• [YOUR OBJECTIVE]: Identify, in the records below, every line where the string "Octobre" appears, and copy each such line.
===============
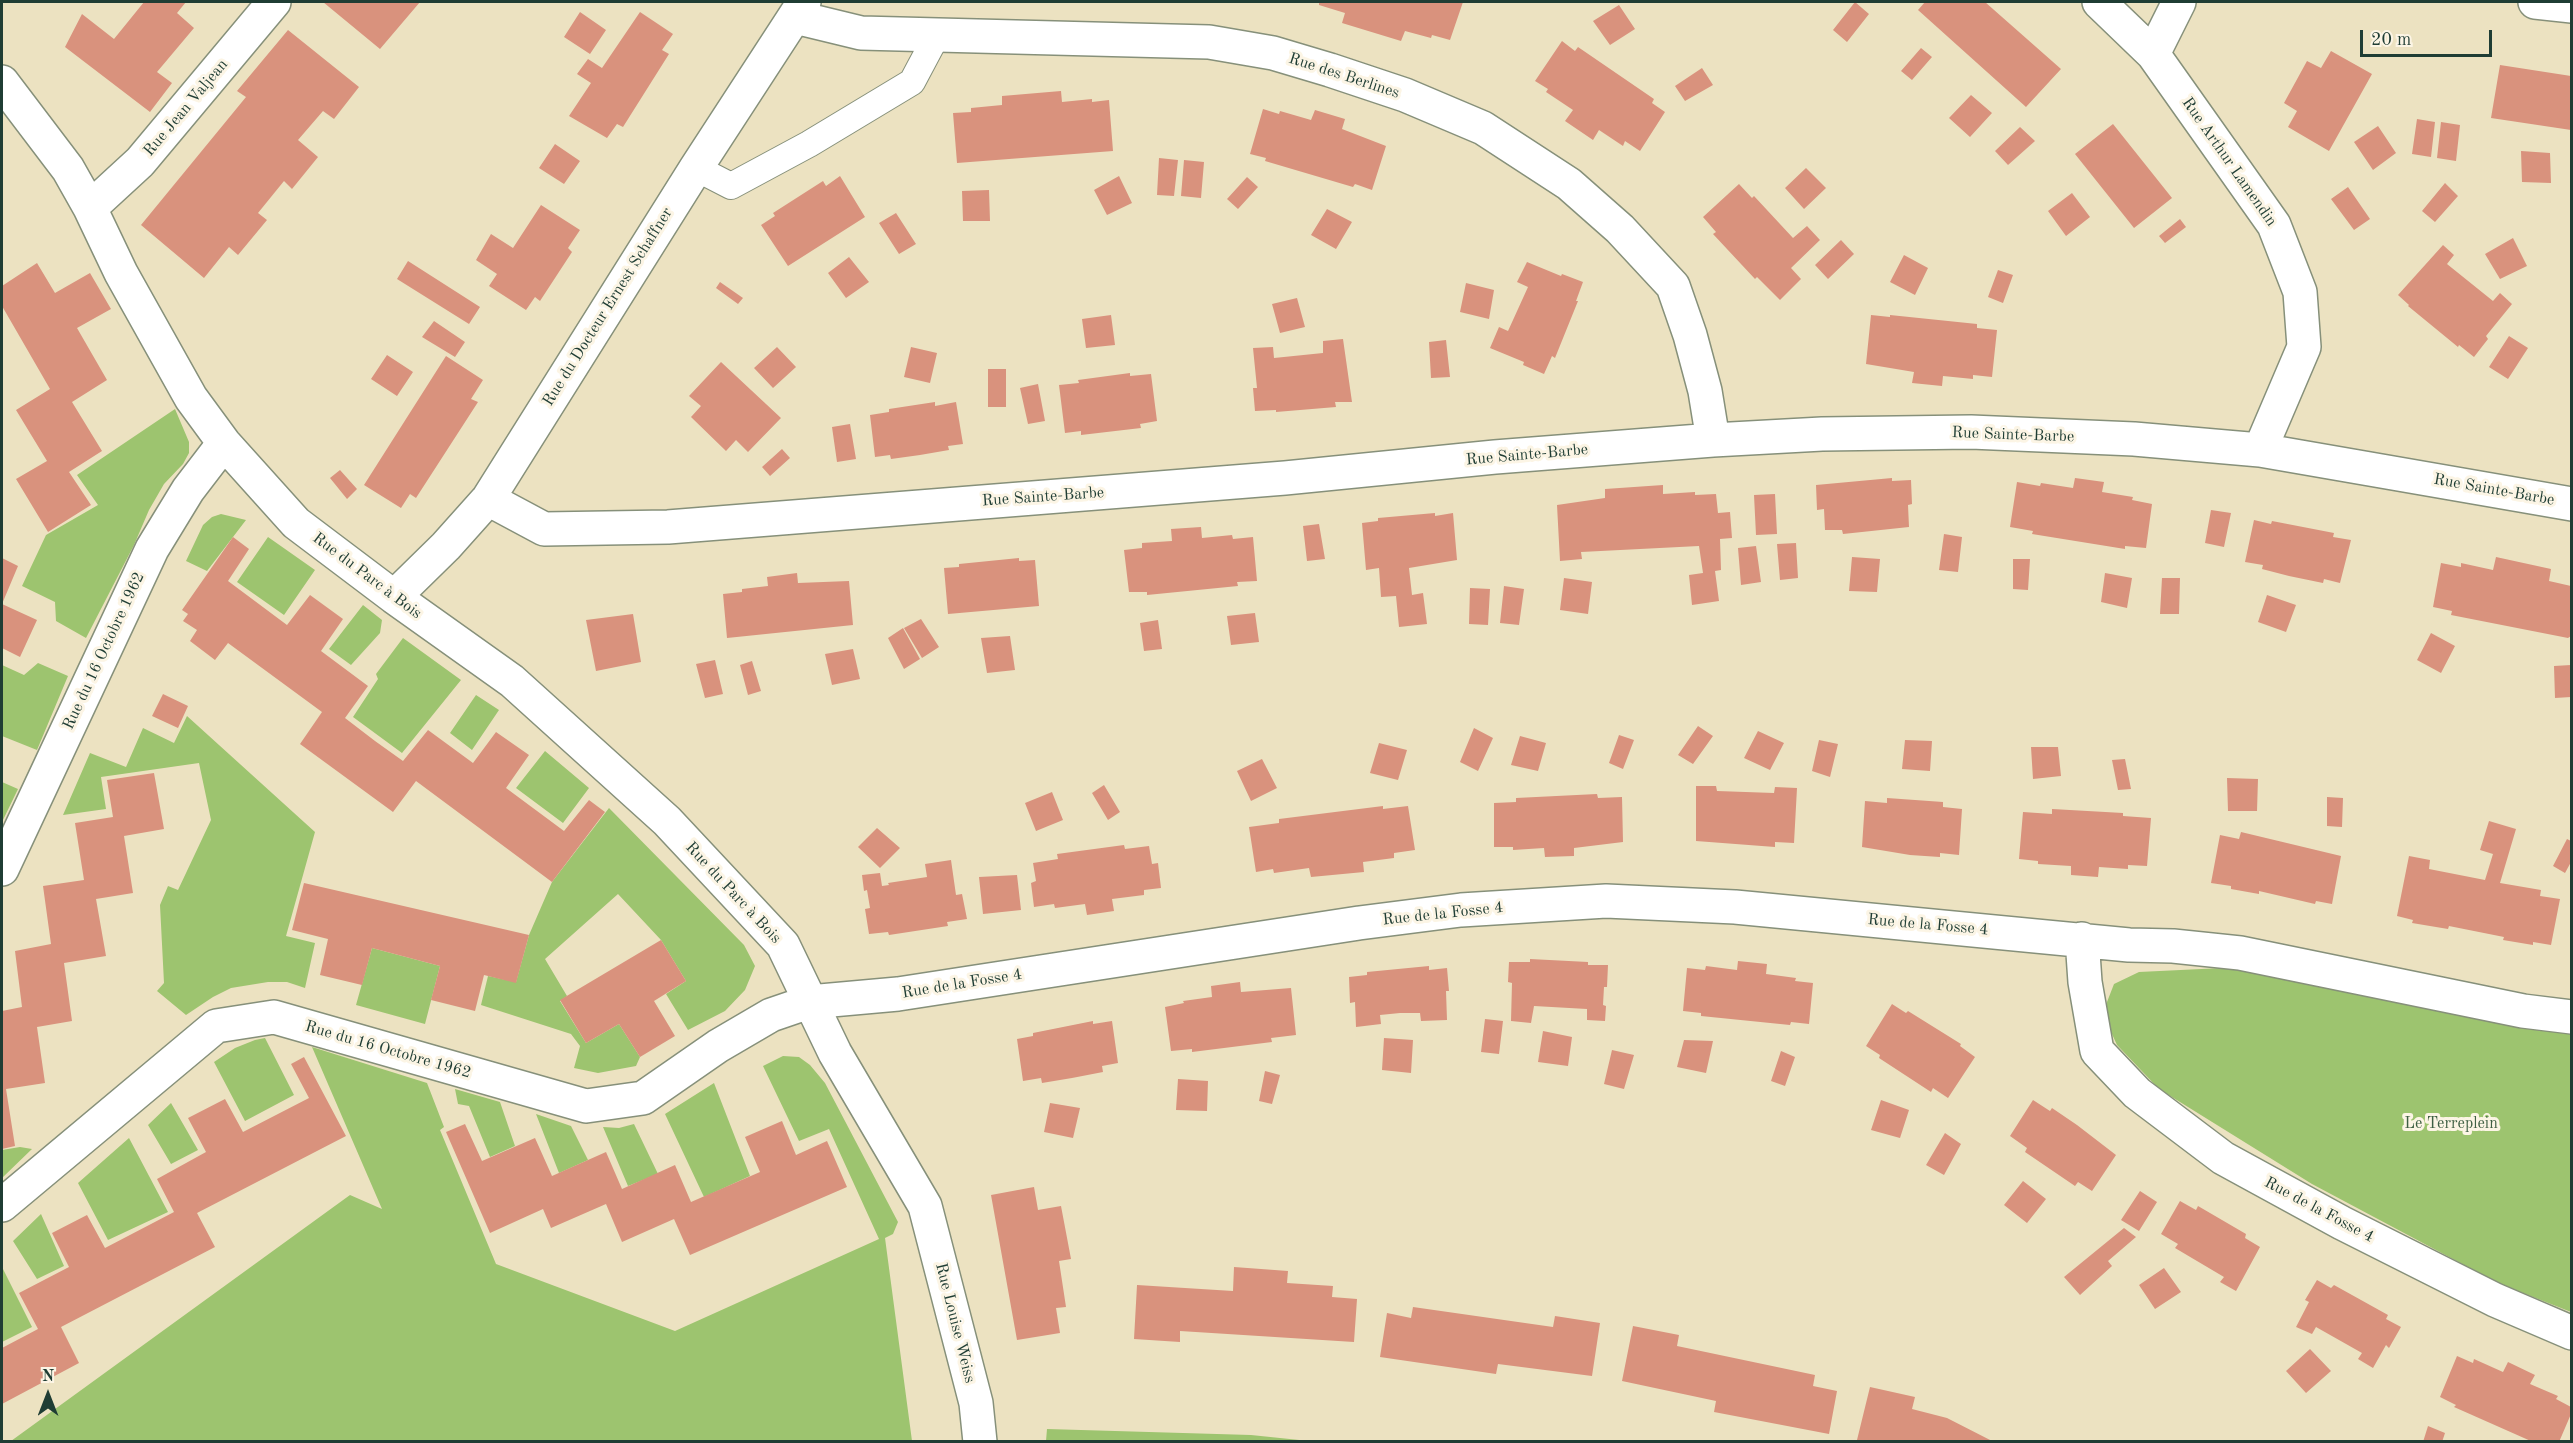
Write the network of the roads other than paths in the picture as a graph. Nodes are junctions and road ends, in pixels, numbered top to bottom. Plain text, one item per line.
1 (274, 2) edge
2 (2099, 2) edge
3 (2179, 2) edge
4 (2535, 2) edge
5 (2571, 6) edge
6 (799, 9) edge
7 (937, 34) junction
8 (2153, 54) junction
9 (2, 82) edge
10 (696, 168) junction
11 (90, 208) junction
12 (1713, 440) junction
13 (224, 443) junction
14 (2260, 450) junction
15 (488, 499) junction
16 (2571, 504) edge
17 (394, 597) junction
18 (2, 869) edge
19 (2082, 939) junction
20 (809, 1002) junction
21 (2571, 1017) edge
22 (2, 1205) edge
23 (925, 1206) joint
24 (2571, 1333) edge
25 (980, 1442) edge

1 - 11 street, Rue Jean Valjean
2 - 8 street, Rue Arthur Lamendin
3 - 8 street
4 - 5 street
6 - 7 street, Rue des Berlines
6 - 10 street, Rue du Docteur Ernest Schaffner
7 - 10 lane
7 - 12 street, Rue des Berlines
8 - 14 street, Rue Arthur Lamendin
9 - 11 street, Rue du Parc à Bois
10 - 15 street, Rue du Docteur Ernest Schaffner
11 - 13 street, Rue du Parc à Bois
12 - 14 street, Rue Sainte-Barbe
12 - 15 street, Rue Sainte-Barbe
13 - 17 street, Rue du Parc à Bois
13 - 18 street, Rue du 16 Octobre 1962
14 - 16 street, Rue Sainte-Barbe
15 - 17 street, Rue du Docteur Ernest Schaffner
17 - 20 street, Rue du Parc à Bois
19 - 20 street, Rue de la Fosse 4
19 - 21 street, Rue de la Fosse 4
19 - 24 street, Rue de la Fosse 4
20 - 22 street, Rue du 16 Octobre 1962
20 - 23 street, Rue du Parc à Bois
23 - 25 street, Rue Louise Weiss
===============
• [TASK OUTPUT]:
13 - 18 street, Rue du 16 Octobre 1962
20 - 22 street, Rue du 16 Octobre 1962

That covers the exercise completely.